States Drive Change in Licensure, Transparency, Exemption; ‘Ideas Spread Like Infections’

Some state legislatures are starting to leverage licensure statutes to make health policy changes without burdensome regulatory and enforcement additions. For example, Florida is considering whether to require hospitals—as a condition of licensure—to refer patients to urgent care, medical homes or elsewhere when they come to the emergency room with nonemergency conditions in a way that would still comply with the Emergency Medical Treatment and Labor Act.

“They’re not creating a separate enforcement requirement,” said Martie Ross, a consulting principal at PYA. “They’re proposing to amend the licensure statute to say hospitals have to help frequent fliers in the emergency room find a landing path to a primary care physician.” She said other legislatures are starting to consider ways to use licensure requirements to regulate hospitals. That’s one example of the flurry of activity happening in states across the country. It’s affecting Medicaid, price transparency, no surprises laws and other state laws and regulations. “Legislative ideas spread like infections, from one statehouse to another,” Ross said. They also foreshadow federal action. The laws that became HIPAA and the No Surprises Act (NSA) started as privacy and surprise billing laws at the state level, but they’re just two examples, she noted.

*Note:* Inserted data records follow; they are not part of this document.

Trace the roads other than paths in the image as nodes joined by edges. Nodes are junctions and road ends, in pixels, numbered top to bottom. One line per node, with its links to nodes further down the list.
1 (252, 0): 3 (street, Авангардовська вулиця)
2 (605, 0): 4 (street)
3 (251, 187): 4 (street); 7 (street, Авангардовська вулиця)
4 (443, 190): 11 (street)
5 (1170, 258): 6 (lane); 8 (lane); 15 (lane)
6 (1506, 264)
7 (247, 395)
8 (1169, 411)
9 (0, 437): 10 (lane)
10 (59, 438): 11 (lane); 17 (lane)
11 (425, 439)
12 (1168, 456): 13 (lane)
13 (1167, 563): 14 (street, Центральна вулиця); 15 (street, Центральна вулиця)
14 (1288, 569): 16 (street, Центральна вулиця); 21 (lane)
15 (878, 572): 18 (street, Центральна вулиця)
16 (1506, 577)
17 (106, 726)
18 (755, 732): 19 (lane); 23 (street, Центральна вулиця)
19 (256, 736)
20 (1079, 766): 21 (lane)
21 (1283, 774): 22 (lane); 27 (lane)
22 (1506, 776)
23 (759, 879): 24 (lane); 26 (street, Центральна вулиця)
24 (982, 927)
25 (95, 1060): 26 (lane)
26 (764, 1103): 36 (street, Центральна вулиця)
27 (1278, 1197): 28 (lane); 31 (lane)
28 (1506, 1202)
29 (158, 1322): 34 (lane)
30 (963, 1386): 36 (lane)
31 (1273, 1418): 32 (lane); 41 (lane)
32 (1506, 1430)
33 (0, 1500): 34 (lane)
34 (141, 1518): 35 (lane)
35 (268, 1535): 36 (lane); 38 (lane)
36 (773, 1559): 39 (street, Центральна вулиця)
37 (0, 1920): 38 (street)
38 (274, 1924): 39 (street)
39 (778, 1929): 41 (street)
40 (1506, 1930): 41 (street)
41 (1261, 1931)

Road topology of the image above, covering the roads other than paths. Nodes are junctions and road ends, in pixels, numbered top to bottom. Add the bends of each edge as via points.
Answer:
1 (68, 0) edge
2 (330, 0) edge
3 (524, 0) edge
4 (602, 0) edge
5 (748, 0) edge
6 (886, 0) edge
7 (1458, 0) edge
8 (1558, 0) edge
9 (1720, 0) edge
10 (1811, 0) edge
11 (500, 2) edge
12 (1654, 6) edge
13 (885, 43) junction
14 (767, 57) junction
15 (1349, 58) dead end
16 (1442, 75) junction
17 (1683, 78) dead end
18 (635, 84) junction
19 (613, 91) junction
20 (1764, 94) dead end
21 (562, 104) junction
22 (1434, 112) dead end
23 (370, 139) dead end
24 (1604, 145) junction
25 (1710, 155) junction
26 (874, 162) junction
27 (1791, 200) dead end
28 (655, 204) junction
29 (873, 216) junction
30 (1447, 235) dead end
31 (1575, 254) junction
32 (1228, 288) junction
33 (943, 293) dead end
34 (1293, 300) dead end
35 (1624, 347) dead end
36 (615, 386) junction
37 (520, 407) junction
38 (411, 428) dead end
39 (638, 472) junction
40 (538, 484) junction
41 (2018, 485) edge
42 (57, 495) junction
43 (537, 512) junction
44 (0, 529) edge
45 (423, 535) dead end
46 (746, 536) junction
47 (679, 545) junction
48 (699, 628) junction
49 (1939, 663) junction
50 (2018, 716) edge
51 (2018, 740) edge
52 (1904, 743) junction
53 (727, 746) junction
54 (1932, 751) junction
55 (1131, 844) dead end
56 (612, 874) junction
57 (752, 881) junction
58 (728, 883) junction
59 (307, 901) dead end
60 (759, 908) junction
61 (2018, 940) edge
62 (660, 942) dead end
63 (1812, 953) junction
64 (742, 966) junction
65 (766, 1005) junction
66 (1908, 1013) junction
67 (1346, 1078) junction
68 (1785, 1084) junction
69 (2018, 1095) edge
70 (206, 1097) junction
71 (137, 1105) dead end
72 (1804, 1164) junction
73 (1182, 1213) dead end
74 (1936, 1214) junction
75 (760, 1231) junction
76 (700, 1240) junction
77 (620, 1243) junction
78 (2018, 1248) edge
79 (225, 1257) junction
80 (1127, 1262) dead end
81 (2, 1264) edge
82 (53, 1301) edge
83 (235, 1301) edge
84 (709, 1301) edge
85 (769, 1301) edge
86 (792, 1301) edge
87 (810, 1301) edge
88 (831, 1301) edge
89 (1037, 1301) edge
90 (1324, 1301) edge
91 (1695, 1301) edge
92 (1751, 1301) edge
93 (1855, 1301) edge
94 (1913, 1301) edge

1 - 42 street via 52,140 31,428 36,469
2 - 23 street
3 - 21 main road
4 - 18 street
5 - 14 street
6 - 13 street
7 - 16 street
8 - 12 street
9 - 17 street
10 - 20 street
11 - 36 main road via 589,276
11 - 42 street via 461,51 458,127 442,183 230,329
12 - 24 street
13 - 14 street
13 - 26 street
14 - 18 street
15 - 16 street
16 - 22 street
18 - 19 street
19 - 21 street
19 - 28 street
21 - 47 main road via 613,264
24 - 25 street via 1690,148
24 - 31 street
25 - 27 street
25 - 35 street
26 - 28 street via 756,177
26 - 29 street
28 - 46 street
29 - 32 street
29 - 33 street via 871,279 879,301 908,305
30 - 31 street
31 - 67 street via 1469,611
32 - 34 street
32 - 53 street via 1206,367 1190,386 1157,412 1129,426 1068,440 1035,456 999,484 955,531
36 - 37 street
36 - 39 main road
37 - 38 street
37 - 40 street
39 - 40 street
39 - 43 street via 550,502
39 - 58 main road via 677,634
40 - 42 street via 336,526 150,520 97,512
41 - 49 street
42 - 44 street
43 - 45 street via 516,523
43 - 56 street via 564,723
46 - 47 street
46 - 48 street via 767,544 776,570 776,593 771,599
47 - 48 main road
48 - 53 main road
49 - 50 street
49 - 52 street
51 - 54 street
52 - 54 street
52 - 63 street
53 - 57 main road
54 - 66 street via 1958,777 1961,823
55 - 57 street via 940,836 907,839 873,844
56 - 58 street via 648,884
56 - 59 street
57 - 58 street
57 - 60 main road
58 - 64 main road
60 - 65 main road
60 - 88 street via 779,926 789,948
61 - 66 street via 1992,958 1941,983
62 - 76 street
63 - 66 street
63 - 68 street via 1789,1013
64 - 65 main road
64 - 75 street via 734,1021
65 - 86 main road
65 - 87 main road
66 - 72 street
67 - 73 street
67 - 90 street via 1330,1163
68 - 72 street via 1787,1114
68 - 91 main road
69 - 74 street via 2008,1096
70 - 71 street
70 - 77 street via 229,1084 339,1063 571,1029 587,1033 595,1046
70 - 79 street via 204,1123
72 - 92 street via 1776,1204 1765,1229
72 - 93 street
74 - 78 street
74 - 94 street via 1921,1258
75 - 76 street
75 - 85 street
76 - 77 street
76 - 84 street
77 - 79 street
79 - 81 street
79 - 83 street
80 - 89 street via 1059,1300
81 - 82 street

Medicaid is a hub in many states in various ways. Ten states still haven’t expanded Medicaid under the Affordable Care Act, but some of them are considering ways to increase access, Ross said. Arkansas, for example, is looking at a private-insurance version of Medicaid. Meanwhile, CMS has extended Medicaid coverage of postpartum coverage to 12 months and only eight states have said no. CMS’s Innovation Center in December also announced the Transforming Maternal Health Model, a 10-year payment and care-delivery model that “will support participating state Medicaid agencies (SMAs) in developing and implementing a whole-person approach to pregnancy, childbirth and postpartum care for women with Medicaid and Children's Health Insurance Program (CHIP) coverage.”[1] There are other programs that allow states to use Medicaid funds for social services with the idea they improve health, including state homelessness programs. Seven states, including Colorado, Maryland and Illinois, are using federal Medicaid dollars for gun violence initiatives, Ross said.